DATA FOR REVIEW:
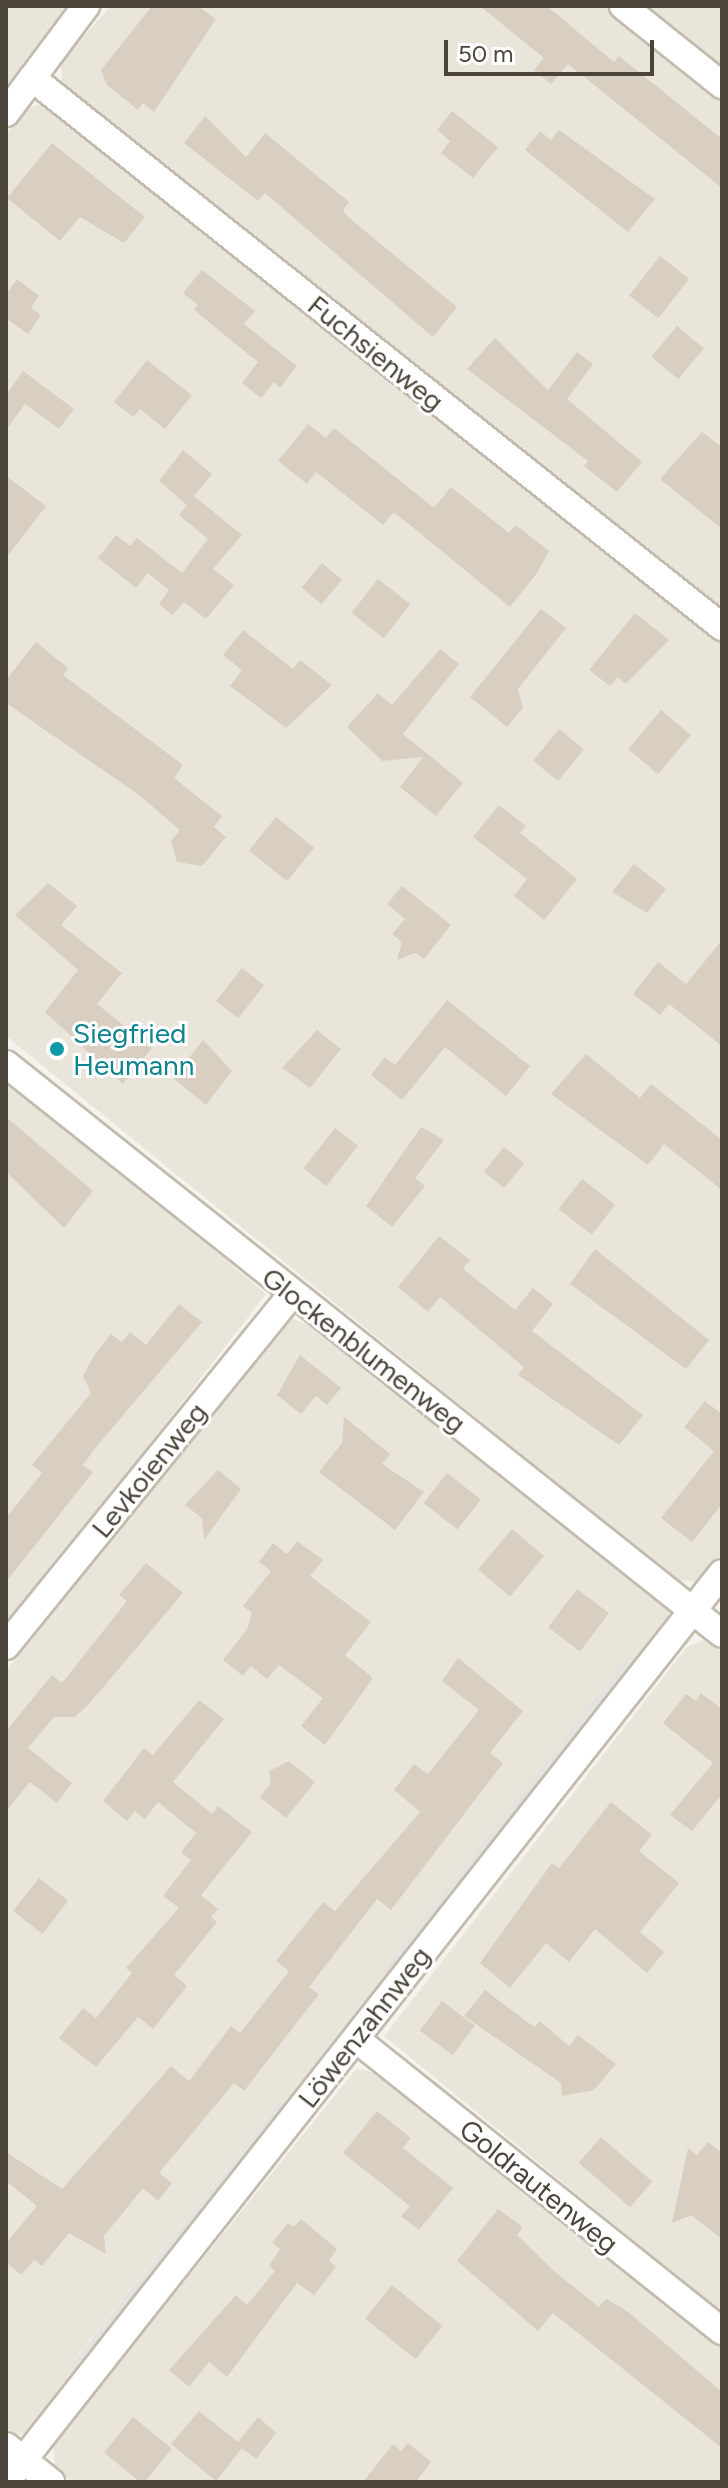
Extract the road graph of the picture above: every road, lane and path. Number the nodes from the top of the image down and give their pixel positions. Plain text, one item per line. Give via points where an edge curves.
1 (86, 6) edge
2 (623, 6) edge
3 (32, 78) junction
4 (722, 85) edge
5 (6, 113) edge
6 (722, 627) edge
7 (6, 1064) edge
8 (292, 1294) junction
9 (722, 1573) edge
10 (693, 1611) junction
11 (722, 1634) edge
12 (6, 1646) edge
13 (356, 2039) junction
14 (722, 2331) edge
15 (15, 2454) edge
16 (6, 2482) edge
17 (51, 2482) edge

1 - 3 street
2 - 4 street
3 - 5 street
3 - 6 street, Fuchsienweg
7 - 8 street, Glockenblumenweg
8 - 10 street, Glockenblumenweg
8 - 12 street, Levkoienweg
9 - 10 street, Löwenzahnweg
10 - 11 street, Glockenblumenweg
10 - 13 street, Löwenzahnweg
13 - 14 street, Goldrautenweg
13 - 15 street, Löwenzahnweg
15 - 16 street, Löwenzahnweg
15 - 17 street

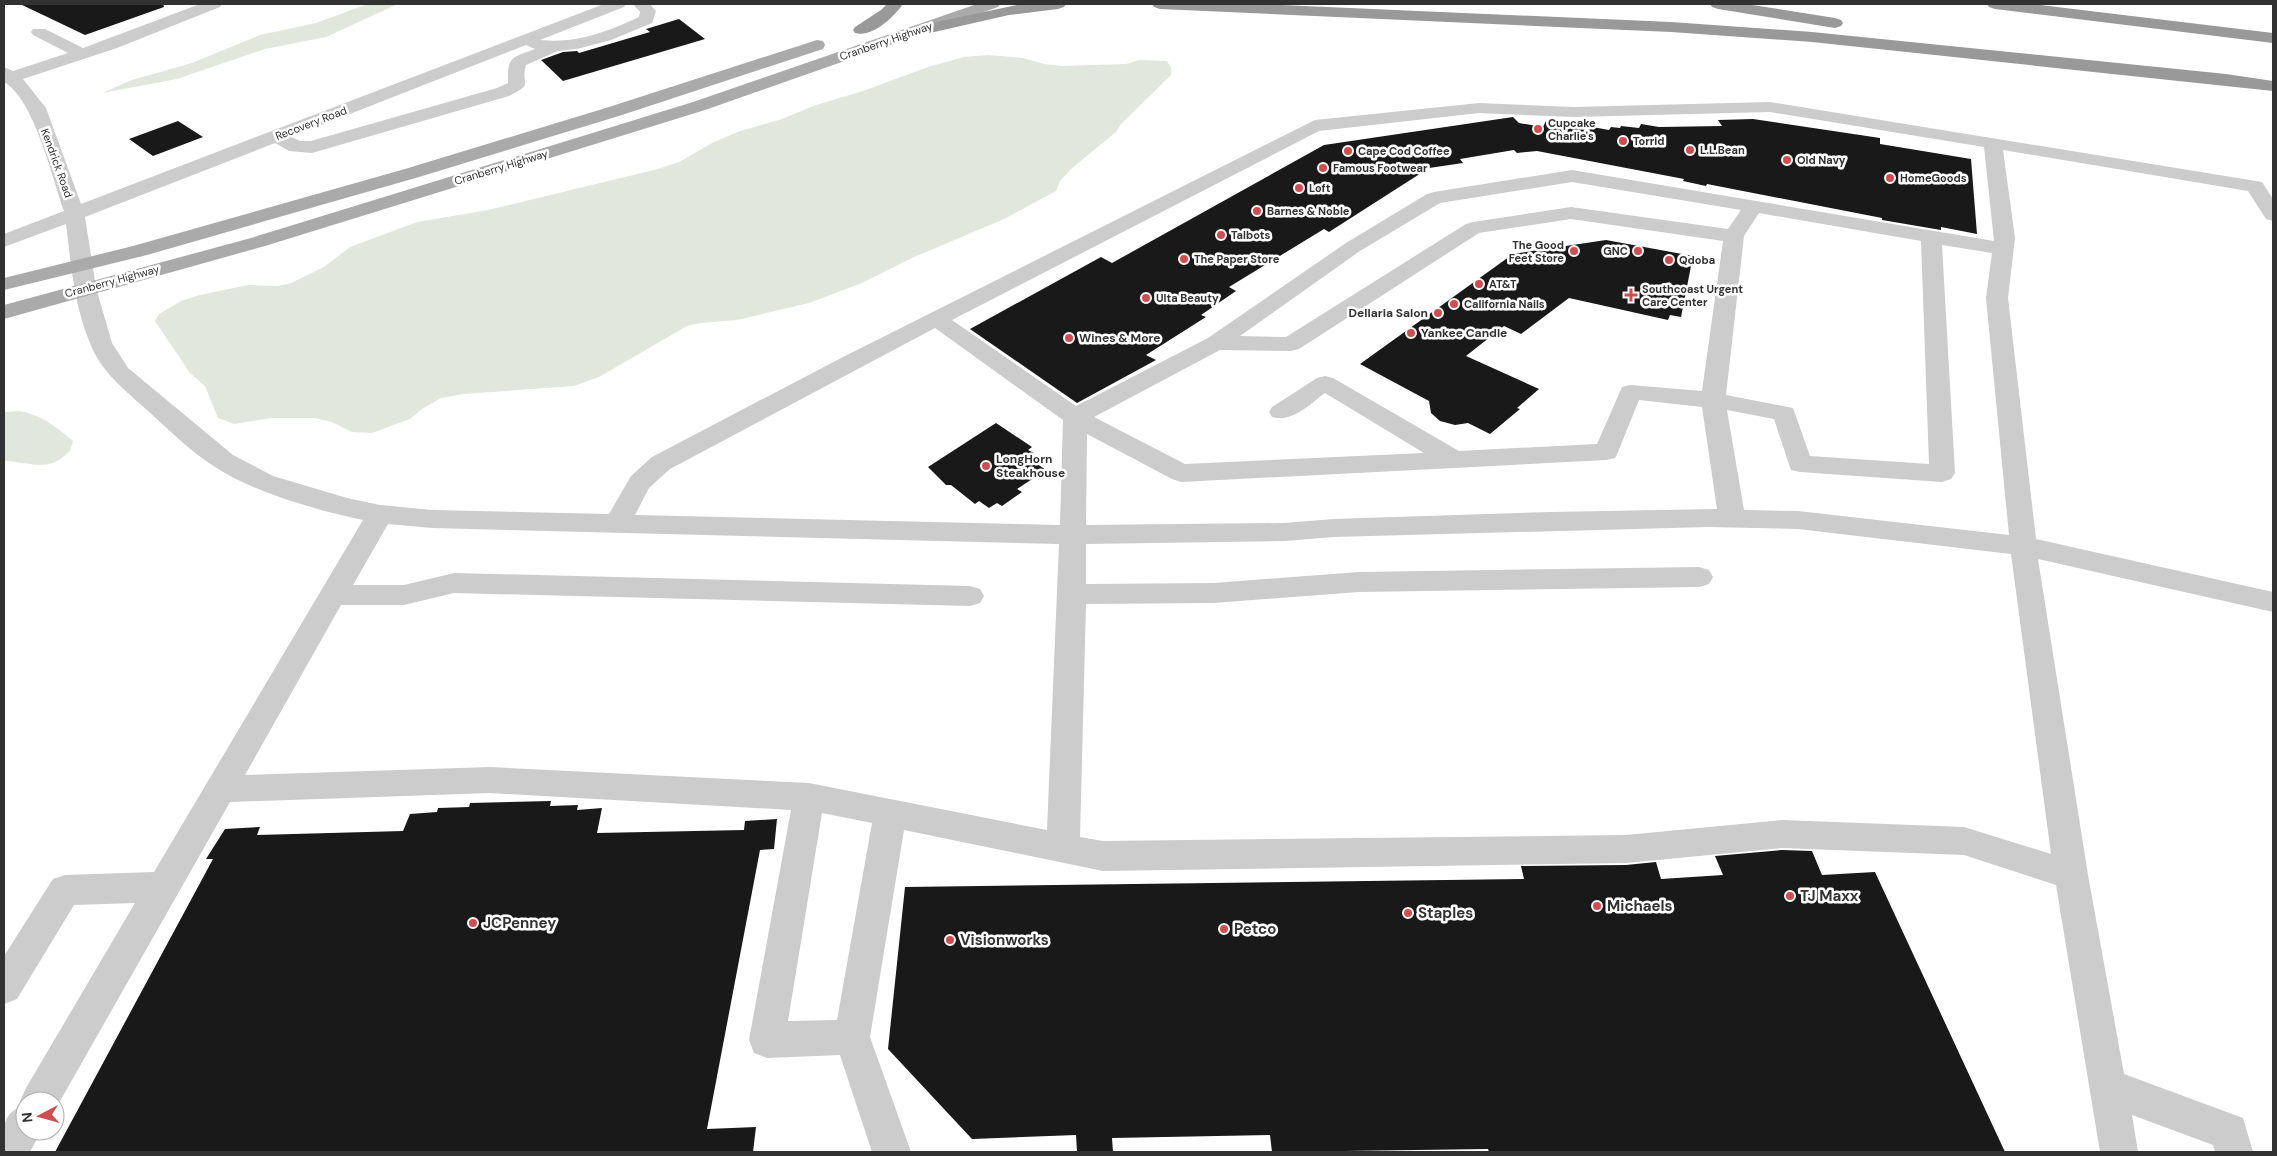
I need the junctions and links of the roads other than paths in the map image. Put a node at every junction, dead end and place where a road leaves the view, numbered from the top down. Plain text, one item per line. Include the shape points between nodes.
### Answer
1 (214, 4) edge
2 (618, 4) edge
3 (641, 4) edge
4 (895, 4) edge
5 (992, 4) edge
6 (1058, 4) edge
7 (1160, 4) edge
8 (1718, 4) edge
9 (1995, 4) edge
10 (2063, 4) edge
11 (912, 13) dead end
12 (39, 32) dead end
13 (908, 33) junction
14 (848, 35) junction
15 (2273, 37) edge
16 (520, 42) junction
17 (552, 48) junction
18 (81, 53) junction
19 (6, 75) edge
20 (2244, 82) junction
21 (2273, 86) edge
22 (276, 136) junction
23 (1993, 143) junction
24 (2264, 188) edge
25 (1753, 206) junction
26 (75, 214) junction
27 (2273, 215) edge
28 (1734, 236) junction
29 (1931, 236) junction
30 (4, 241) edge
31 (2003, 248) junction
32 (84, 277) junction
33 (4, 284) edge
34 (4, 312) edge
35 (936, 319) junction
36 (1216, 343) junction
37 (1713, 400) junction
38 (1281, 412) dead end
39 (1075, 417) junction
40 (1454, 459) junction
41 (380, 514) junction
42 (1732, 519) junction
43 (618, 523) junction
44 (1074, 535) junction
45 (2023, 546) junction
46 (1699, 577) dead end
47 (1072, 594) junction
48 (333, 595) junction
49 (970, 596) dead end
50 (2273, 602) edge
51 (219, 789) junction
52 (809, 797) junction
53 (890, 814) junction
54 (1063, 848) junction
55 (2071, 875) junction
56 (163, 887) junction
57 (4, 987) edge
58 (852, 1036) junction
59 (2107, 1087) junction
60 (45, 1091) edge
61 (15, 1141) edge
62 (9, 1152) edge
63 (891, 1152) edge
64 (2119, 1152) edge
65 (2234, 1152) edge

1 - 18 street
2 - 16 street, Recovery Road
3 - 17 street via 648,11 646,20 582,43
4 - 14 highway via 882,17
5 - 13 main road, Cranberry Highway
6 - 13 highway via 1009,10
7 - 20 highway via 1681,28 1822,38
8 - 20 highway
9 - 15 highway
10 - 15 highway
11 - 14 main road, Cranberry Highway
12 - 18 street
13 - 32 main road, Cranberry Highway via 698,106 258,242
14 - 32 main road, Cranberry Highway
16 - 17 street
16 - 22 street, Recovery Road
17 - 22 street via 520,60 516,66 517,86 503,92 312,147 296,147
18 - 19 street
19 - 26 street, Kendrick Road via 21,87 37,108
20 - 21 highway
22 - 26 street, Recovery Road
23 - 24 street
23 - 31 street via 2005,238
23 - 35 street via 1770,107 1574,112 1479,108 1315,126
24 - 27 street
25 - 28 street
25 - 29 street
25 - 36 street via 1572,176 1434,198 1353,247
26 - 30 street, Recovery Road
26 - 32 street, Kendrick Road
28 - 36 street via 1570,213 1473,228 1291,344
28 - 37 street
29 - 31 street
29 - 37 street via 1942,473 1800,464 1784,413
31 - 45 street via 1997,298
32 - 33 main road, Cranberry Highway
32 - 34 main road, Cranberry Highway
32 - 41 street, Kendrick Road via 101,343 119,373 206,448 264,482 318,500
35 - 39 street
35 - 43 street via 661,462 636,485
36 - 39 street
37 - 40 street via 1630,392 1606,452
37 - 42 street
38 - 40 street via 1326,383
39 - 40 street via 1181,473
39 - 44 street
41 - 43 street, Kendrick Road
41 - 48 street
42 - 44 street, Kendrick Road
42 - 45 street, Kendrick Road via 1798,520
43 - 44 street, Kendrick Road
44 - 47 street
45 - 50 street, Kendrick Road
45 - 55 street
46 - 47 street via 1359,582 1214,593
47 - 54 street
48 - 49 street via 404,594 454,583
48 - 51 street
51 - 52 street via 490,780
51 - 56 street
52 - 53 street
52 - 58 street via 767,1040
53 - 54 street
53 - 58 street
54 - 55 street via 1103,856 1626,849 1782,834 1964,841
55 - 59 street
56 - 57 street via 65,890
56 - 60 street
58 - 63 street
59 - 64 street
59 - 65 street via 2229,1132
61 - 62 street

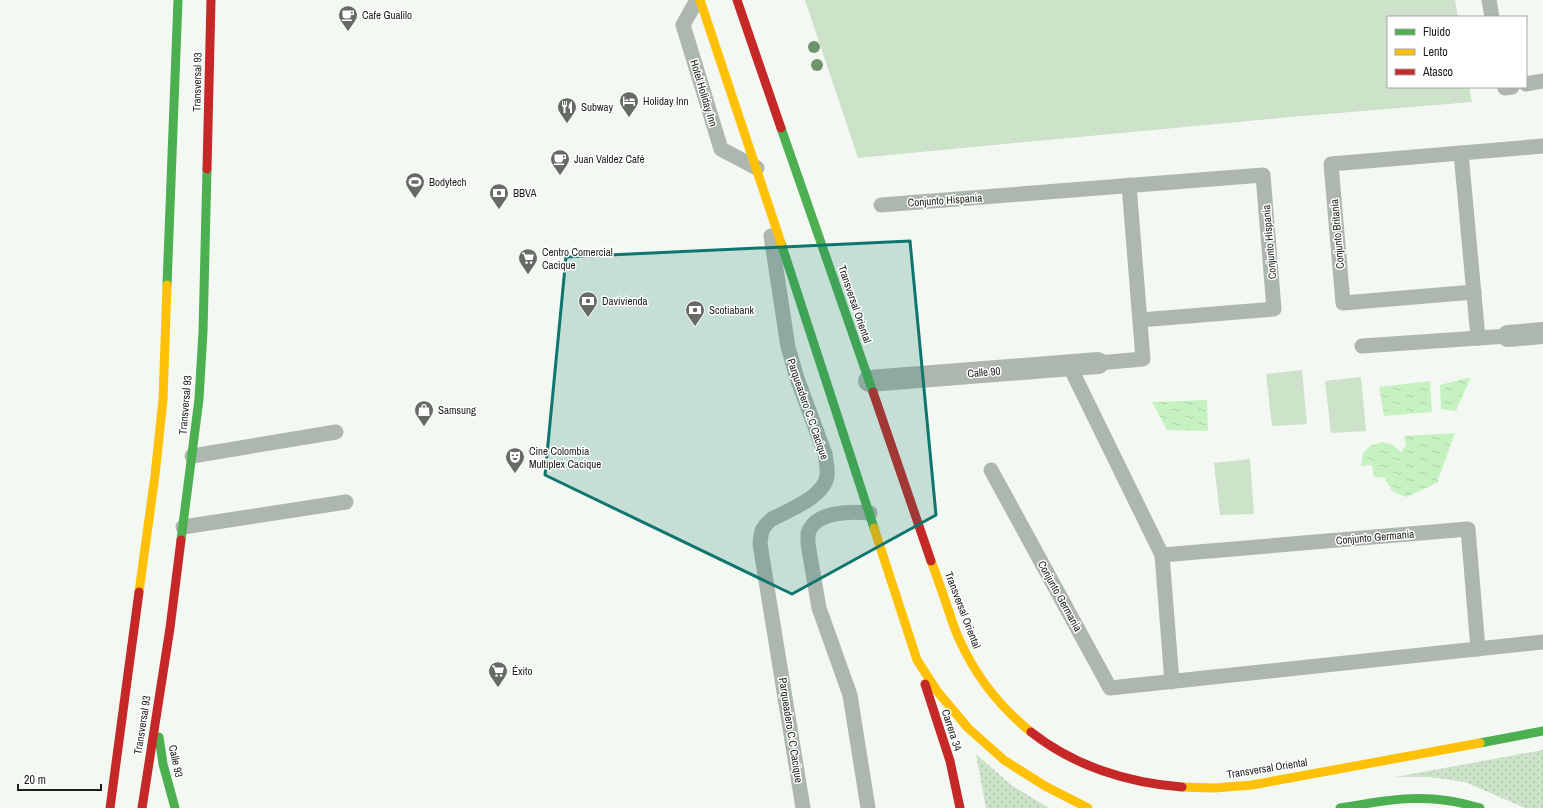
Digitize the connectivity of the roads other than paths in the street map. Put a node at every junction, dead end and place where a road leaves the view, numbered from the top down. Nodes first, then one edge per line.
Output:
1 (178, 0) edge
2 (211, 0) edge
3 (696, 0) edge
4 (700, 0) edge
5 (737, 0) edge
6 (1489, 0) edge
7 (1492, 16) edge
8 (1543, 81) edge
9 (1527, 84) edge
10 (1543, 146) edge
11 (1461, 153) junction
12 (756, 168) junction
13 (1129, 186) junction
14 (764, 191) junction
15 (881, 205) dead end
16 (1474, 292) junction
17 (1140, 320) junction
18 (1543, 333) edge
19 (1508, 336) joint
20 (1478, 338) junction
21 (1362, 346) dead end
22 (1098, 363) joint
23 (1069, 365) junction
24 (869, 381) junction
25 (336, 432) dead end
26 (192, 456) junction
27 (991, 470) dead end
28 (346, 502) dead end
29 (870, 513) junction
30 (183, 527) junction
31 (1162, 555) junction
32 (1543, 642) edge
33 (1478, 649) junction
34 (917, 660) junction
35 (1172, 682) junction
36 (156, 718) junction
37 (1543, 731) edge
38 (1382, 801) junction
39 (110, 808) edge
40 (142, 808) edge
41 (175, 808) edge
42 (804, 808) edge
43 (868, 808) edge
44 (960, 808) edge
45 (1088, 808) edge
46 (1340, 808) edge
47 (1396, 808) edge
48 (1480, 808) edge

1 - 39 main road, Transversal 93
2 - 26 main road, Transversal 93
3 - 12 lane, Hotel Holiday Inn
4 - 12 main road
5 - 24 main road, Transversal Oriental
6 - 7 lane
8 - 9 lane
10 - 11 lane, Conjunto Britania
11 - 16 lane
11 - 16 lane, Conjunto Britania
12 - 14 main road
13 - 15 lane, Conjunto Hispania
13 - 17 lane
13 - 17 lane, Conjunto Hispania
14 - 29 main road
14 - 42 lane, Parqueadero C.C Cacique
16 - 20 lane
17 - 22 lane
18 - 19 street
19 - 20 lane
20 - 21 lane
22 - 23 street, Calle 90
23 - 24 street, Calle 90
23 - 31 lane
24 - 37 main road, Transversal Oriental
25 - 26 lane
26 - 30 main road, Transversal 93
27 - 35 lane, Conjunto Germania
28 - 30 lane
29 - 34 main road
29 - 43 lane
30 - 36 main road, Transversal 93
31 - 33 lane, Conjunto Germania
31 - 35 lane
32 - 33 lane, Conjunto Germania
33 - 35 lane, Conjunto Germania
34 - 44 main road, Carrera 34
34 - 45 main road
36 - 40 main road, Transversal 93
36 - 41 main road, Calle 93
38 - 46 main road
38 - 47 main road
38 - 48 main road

EXERCISE:
Among the lines of the records, copy out each one that contains the word "Oriental".

WRITTEN RESPONSE:
5 - 24 main road, Transversal Oriental
24 - 37 main road, Transversal Oriental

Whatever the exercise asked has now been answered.